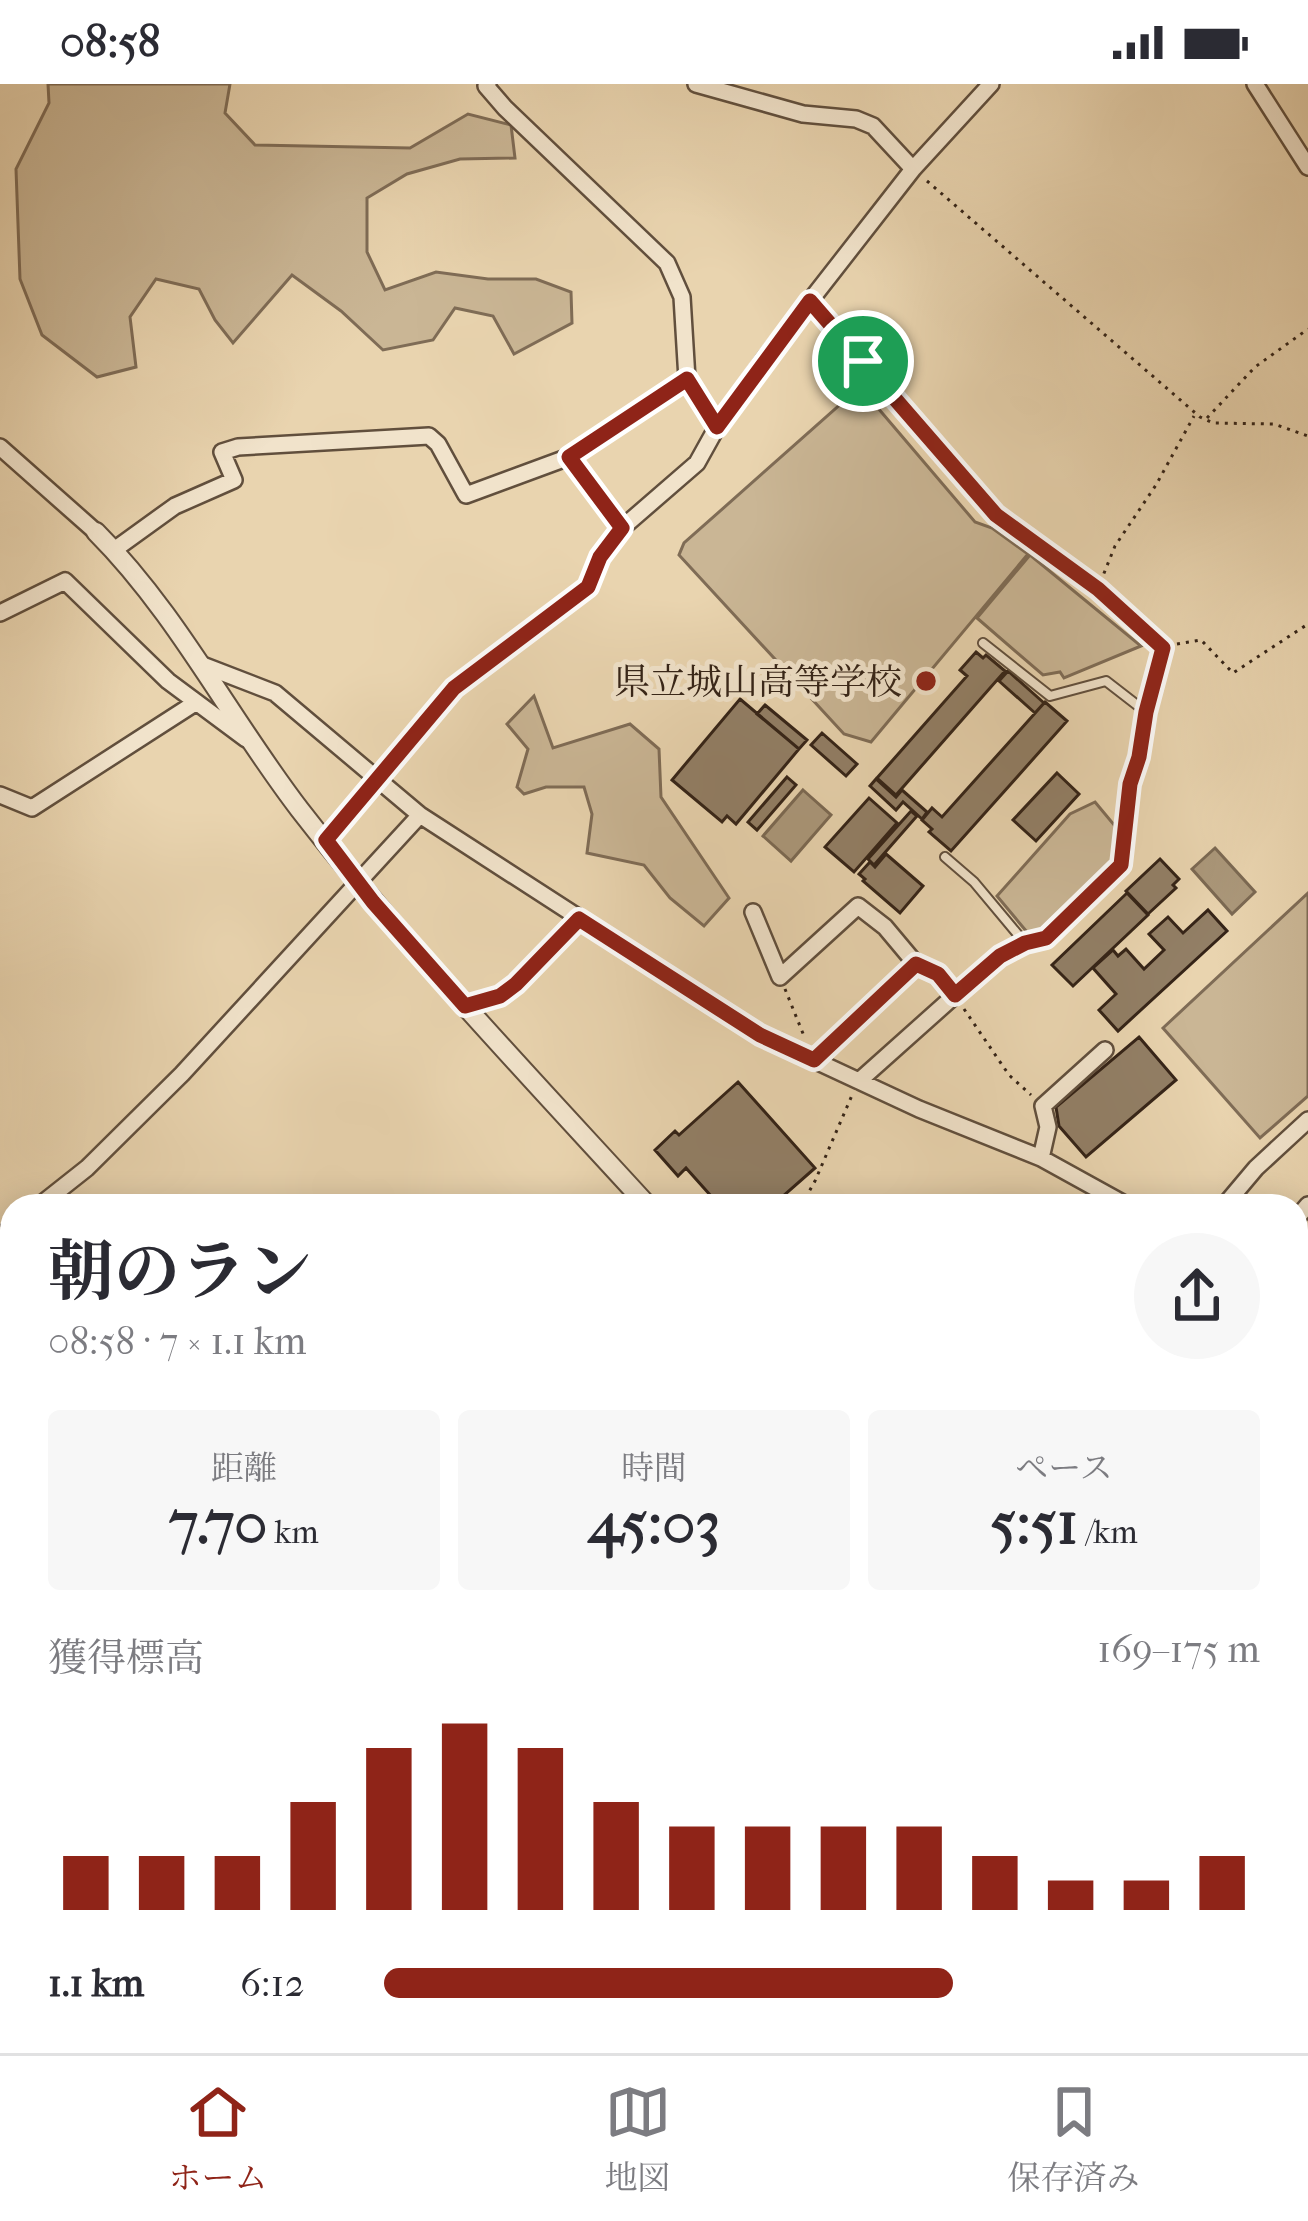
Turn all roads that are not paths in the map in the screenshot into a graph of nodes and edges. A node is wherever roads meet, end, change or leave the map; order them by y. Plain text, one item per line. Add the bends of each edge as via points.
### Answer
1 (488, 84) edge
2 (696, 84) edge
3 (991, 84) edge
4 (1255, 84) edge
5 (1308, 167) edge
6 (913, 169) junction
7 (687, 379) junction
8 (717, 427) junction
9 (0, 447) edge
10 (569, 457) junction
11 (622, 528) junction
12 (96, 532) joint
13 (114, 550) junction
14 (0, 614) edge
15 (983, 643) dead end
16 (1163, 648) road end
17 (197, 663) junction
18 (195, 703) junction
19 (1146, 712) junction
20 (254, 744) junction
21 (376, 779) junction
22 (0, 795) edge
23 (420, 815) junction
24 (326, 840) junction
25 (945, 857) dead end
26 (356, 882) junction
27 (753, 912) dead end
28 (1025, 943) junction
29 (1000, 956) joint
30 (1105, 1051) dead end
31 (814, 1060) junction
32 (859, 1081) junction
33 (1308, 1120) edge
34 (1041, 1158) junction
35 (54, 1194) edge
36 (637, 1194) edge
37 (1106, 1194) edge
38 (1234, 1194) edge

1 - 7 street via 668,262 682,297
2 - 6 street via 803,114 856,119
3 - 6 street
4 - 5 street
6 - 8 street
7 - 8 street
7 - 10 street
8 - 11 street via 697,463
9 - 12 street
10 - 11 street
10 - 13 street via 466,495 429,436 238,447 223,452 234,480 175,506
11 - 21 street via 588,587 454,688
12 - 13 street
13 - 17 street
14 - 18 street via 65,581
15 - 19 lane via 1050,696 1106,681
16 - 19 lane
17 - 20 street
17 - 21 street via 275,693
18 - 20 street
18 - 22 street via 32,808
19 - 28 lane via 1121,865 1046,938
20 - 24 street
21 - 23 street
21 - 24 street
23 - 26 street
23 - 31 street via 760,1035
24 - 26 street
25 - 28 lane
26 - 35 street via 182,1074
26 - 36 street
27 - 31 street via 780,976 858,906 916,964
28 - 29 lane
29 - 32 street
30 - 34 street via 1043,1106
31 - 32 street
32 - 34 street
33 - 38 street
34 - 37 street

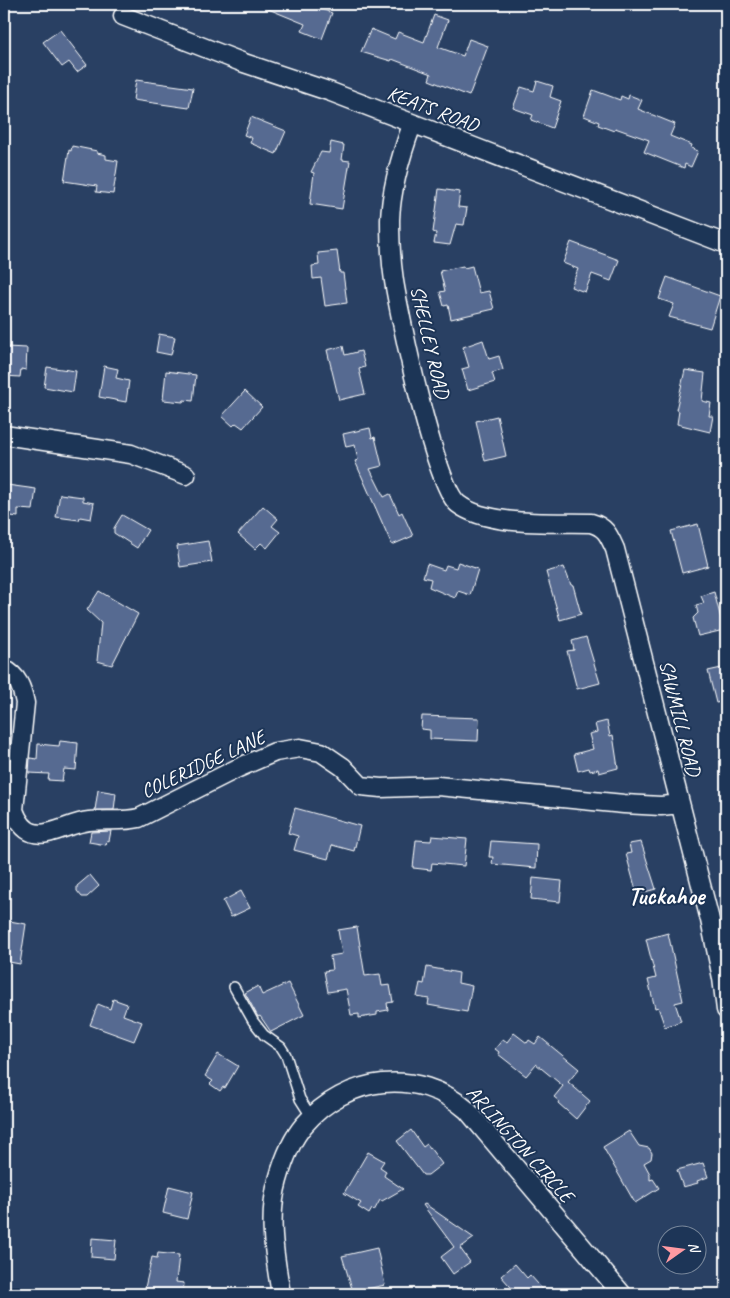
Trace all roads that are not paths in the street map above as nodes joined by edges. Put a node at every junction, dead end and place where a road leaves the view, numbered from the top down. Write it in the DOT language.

★ ★ ★ ★ ★ ★ ★

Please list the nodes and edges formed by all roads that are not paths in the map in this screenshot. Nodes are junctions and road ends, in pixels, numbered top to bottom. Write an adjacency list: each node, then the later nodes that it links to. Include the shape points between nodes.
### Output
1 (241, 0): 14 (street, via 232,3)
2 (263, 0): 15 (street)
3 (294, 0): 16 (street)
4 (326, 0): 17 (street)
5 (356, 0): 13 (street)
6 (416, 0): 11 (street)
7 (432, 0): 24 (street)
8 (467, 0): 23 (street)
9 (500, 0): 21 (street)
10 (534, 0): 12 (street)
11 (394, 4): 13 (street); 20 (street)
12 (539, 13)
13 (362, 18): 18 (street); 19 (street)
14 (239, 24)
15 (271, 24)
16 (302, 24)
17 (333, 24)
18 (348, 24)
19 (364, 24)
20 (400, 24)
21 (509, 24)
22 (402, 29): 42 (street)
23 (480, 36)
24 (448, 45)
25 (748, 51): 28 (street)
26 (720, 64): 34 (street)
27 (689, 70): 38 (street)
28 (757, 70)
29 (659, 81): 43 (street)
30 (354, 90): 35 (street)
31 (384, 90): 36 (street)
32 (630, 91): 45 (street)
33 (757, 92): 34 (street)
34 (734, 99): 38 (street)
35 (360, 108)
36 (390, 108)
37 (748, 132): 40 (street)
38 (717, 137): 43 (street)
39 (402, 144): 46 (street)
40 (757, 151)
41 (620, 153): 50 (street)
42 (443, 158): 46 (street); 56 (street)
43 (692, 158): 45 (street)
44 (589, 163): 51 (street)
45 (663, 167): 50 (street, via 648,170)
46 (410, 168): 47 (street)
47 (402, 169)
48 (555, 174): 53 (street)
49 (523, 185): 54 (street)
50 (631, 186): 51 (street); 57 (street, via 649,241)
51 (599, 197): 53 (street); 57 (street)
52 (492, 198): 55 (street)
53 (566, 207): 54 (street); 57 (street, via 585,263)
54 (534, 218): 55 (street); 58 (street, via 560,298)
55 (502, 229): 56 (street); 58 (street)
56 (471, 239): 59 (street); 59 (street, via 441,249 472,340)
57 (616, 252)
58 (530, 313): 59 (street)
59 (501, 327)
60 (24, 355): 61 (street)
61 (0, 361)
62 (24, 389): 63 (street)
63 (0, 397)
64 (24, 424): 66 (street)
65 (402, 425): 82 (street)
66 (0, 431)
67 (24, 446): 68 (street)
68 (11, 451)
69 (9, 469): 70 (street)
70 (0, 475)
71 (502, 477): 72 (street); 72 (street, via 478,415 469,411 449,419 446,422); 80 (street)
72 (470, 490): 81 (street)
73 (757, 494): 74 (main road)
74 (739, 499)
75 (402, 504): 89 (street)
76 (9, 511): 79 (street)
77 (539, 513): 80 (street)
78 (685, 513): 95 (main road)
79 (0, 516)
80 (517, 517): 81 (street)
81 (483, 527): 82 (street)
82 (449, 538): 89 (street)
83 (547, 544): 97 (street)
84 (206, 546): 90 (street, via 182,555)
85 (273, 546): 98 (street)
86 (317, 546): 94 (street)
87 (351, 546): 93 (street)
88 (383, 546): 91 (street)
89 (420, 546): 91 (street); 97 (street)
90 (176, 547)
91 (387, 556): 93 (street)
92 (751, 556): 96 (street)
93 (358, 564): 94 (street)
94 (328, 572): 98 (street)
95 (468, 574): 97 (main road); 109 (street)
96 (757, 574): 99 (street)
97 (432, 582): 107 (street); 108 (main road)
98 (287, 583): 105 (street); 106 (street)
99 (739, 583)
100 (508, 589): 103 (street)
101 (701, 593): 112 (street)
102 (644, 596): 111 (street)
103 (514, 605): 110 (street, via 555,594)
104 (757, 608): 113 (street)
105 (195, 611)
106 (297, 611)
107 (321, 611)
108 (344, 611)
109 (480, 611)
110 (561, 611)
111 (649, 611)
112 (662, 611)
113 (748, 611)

★ ★ ★ ★ ★ ★ ★

*Exercise description*. Check each line of the entries above, and show every one holding the word "numbered".

*Your response*.
Trace all roads that are not paths in the street map above as nodes joined by edges. Put a node at every junction, dead end and place where a road leaves the view, numbered from the top down. Write it in the DOT language.
Please list the nodes and edges formed by all roads that are not paths in the map in this screenshot. Nodes are junctions and road ends, in pixels, numbered top to bottom. Write an adjacency list: each node, then the later nodes that it links to. Include the shape points between nodes.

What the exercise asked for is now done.